*Requirement*
List all the lines in these records that hold "Победы".

* * *

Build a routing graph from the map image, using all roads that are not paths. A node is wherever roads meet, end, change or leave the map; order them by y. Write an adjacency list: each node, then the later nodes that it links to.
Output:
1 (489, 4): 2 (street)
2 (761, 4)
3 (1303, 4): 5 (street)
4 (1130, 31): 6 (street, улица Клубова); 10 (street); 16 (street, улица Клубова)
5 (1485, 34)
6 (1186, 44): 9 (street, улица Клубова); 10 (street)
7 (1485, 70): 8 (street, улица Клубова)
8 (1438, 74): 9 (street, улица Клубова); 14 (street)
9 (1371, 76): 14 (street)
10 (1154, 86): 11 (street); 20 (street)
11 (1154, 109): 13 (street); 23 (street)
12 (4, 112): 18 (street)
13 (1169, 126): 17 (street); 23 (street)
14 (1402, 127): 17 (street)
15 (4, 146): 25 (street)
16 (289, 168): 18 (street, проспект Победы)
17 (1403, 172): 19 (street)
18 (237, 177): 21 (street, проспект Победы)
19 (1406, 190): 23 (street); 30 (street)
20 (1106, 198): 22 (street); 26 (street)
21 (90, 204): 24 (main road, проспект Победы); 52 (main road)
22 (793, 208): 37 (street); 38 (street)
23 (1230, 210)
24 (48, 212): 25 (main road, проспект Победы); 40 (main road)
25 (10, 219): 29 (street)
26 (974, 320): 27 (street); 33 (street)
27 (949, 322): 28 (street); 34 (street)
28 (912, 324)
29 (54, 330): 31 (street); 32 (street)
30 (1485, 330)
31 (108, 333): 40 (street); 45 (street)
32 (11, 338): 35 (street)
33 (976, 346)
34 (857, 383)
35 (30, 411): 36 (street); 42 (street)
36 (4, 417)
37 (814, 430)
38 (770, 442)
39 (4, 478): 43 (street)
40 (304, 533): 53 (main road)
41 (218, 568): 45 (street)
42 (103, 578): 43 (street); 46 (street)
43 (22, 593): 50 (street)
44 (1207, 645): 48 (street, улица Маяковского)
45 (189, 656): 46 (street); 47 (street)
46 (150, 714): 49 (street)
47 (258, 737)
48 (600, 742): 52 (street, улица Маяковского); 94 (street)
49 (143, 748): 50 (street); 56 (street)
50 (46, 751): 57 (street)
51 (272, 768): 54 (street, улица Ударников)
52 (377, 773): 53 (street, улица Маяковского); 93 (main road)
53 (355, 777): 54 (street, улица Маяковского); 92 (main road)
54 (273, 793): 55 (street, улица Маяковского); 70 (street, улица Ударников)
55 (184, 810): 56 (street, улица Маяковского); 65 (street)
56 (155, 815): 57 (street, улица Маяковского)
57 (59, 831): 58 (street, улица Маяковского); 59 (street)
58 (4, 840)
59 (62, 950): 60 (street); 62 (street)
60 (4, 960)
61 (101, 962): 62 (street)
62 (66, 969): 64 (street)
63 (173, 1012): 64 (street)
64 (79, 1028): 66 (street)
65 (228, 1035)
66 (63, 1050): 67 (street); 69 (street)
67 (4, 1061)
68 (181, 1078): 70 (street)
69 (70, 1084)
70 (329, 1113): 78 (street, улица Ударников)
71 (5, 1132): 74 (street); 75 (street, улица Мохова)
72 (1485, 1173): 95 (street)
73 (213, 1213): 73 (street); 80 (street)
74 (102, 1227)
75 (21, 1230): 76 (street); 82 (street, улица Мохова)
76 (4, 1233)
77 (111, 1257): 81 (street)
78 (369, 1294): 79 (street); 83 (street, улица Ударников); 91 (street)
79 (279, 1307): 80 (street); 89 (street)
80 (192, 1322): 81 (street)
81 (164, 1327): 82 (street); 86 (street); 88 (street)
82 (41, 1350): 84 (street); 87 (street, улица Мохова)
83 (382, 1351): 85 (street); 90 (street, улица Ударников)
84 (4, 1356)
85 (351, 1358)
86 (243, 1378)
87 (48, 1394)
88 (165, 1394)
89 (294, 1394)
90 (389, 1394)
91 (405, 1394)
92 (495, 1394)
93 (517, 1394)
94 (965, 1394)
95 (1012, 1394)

* * *

*Response for this exercise*
16 (289, 168): 18 (street, проспект Победы)
18 (237, 177): 21 (street, проспект Победы)
21 (90, 204): 24 (main road, проспект Победы); 52 (main road)
24 (48, 212): 25 (main road, проспект Победы); 40 (main road)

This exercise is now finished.